» **Required action**: Go through the material line by line and copy each one with the word "pinky".

» **Data provided**:
----------
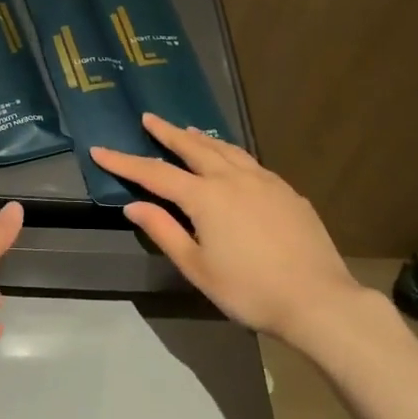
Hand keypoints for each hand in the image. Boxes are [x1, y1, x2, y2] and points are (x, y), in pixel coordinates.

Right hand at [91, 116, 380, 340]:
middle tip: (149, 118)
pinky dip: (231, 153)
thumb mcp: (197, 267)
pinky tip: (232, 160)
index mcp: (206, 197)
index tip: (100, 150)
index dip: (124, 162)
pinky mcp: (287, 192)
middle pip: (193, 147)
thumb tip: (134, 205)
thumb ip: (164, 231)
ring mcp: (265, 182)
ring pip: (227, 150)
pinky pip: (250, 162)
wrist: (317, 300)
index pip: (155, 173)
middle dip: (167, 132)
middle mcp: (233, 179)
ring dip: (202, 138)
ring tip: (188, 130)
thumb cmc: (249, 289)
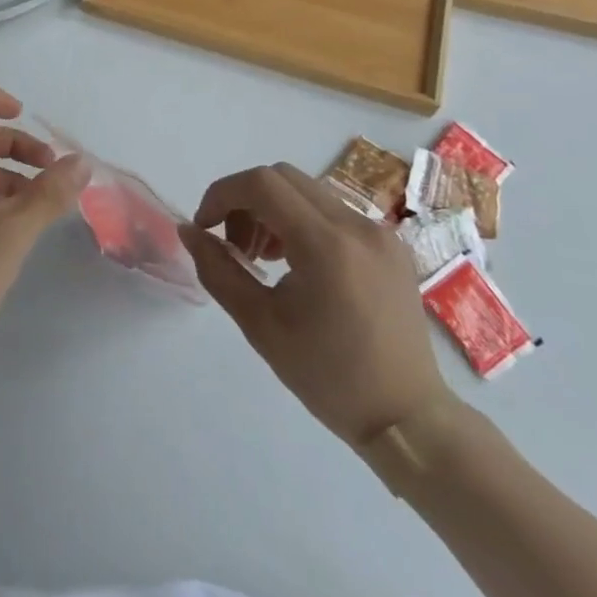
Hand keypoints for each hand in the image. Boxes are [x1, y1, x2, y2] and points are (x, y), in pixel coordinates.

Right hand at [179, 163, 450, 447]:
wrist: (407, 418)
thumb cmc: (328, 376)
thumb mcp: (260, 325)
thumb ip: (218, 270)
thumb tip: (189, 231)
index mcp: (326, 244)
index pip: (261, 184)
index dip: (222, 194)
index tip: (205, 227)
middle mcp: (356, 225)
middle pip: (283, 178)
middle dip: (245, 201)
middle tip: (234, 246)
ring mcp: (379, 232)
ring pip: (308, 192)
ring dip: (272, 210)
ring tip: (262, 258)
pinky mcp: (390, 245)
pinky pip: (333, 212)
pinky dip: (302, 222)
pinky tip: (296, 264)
----------
» **Reply to the exercise**:
pinky dip: (231, 153)
pinky tip: (232, 160)
pinky mcp: (287, 192)
pinky pip: (250, 162)
pinky mcp: (390, 245)
pinky pip: (333, 212)
pinky dip: (302, 222)
pinky tip: (296, 264)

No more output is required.